(What you should do): The whole listing is to be set down again without alteration.
# # # # #
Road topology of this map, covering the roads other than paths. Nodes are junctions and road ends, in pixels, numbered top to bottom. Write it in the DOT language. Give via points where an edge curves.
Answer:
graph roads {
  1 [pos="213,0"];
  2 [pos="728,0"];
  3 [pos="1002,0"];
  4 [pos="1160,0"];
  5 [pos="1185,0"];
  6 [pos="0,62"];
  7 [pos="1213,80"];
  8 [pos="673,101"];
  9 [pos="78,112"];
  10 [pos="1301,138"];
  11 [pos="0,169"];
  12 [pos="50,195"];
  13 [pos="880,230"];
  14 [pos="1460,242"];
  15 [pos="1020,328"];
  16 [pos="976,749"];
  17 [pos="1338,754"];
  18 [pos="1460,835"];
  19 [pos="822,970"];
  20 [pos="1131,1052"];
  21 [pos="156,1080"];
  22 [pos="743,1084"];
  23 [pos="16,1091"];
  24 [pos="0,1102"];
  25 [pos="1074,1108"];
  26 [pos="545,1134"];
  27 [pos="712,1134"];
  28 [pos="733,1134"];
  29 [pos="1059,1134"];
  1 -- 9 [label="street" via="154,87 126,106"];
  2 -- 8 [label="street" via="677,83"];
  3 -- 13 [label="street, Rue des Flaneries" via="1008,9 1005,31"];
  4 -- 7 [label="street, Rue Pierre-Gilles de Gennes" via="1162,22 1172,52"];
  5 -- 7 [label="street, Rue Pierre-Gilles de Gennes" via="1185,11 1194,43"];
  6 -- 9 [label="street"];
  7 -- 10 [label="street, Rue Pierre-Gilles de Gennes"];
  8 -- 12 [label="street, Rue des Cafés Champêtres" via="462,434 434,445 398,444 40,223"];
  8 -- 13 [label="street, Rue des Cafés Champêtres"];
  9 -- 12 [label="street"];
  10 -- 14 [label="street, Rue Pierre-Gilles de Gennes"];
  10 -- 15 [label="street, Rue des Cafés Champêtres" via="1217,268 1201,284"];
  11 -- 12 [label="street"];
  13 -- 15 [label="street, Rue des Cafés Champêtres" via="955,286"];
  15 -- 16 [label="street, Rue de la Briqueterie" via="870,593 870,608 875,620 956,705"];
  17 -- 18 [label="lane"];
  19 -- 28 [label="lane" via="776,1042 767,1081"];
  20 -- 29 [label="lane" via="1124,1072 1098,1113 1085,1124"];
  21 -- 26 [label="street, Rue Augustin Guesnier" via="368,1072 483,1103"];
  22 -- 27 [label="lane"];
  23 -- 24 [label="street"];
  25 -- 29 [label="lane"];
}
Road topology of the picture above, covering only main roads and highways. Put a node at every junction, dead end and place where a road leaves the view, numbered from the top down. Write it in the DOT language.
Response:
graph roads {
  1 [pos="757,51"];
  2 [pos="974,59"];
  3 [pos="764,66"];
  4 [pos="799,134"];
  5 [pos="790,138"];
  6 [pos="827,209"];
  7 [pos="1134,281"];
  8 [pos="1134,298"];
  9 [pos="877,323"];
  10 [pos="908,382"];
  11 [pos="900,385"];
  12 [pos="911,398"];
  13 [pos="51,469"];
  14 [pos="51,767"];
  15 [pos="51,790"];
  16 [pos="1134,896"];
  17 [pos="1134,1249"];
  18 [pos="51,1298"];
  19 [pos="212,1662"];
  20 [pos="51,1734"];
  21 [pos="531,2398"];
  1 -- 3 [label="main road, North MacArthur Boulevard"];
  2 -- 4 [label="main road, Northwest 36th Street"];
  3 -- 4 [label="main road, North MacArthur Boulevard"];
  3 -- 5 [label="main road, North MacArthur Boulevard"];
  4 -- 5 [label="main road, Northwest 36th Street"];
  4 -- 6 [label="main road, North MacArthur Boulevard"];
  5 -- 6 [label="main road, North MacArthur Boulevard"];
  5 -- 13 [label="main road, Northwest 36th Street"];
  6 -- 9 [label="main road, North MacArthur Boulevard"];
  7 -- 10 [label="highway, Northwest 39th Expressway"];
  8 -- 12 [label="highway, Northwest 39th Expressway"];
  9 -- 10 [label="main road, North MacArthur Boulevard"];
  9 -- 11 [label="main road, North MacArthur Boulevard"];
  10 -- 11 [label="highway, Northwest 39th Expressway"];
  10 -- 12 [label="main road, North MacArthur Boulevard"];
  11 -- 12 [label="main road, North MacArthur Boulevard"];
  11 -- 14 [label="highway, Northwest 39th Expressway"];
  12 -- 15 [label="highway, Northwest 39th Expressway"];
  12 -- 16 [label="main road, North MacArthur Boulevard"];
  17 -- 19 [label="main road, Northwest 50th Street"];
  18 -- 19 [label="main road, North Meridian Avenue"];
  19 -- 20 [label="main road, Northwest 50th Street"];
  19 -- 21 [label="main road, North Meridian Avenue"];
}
# # # # #
(Exercise answer):
Road topology of this map, covering the roads other than paths. Nodes are junctions and road ends, in pixels, numbered top to bottom. Write it in the DOT language. Give via points where an edge curves.
Answer:
graph roads {
  1 [pos="213,0"];
  2 [pos="728,0"];
  3 [pos="1002,0"];
  4 [pos="1160,0"];
  5 [pos="1185,0"];
  6 [pos="0,62"];
  7 [pos="1213,80"];
  8 [pos="673,101"];
  9 [pos="78,112"];
  10 [pos="1301,138"];
  11 [pos="0,169"];
  12 [pos="50,195"];
  13 [pos="880,230"];
  14 [pos="1460,242"];
  15 [pos="1020,328"];
  16 [pos="976,749"];
  17 [pos="1338,754"];
  18 [pos="1460,835"];
  19 [pos="822,970"];
  20 [pos="1131,1052"];
  21 [pos="156,1080"];
  22 [pos="743,1084"];
  23 [pos="16,1091"];
  24 [pos="0,1102"];
  25 [pos="1074,1108"];
  26 [pos="545,1134"];
  27 [pos="712,1134"];
  28 [pos="733,1134"];
  29 [pos="1059,1134"];
  1 -- 9 [label="street" via="154,87 126,106"];
  2 -- 8 [label="street" via="677,83"];
  3 -- 13 [label="street, Rue des Flaneries" via="1008,9 1005,31"];
  4 -- 7 [label="street, Rue Pierre-Gilles de Gennes" via="1162,22 1172,52"];
  5 -- 7 [label="street, Rue Pierre-Gilles de Gennes" via="1185,11 1194,43"];
  6 -- 9 [label="street"];
  7 -- 10 [label="street, Rue Pierre-Gilles de Gennes"];
  8 -- 12 [label="street, Rue des Cafés Champêtres" via="462,434 434,445 398,444 40,223"];
  8 -- 13 [label="street, Rue des Cafés Champêtres"];
  9 -- 12 [label="street"];
  10 -- 14 [label="street, Rue Pierre-Gilles de Gennes"];
  10 -- 15 [label="street, Rue des Cafés Champêtres" via="1217,268 1201,284"];
  11 -- 12 [label="street"];
  13 -- 15 [label="street, Rue des Cafés Champêtres" via="955,286"];
  15 -- 16 [label="street, Rue de la Briqueterie" via="870,593 870,608 875,620 956,705"];
  17 -- 18 [label="lane"];
  19 -- 28 [label="lane" via="776,1042 767,1081"];
  20 -- 29 [label="lane" via="1124,1072 1098,1113 1085,1124"];
  21 -- 26 [label="street, Rue Augustin Guesnier" via="368,1072 483,1103"];
  22 -- 27 [label="lane"];
  23 -- 24 [label="street"];
  25 -- 29 [label="lane"];
}
Road topology of the picture above, covering only main roads and highways. Put a node at every junction, dead end and place where a road leaves the view, numbered from the top down. Write it in the DOT language.
Response:
graph roads {
  1 [pos="757,51"];
  2 [pos="974,59"];
  3 [pos="764,66"];
  4 [pos="799,134"];
  5 [pos="790,138"];
  6 [pos="827,209"];
  7 [pos="1134,281"];
  8 [pos="1134,298"];
  9 [pos="877,323"];
  10 [pos="908,382"];
  11 [pos="900,385"];
  12 [pos="911,398"];
  13 [pos="51,469"];
  14 [pos="51,767"];
  15 [pos="51,790"];
  16 [pos="1134,896"];
  17 [pos="1134,1249"];
  18 [pos="51,1298"];
  19 [pos="212,1662"];
  20 [pos="51,1734"];
  21 [pos="531,2398"];
  1 -- 3 [label="main road, North MacArthur Boulevard"];
  2 -- 4 [label="main road, Northwest 36th Street"];
  3 -- 4 [label="main road, North MacArthur Boulevard"];
  3 -- 5 [label="main road, North MacArthur Boulevard"];
  4 -- 5 [label="main road, Northwest 36th Street"];
  4 -- 6 [label="main road, North MacArthur Boulevard"];
  5 -- 6 [label="main road, North MacArthur Boulevard"];
  5 -- 13 [label="main road, Northwest 36th Street"];
  6 -- 9 [label="main road, North MacArthur Boulevard"];
  7 -- 10 [label="highway, Northwest 39th Expressway"];
  8 -- 12 [label="highway, Northwest 39th Expressway"];
  9 -- 10 [label="main road, North MacArthur Boulevard"];
  9 -- 11 [label="main road, North MacArthur Boulevard"];
  10 -- 11 [label="highway, Northwest 39th Expressway"];
  10 -- 12 [label="main road, North MacArthur Boulevard"];
  11 -- 12 [label="main road, North MacArthur Boulevard"];
  11 -- 14 [label="highway, Northwest 39th Expressway"];
  12 -- 15 [label="highway, Northwest 39th Expressway"];
  12 -- 16 [label="main road, North MacArthur Boulevard"];
  17 -- 19 [label="main road, Northwest 50th Street"];
  18 -- 19 [label="main road, North Meridian Avenue"];
  19 -- 20 [label="main road, Northwest 50th Street"];
  19 -- 21 [label="main road, North Meridian Avenue"];
}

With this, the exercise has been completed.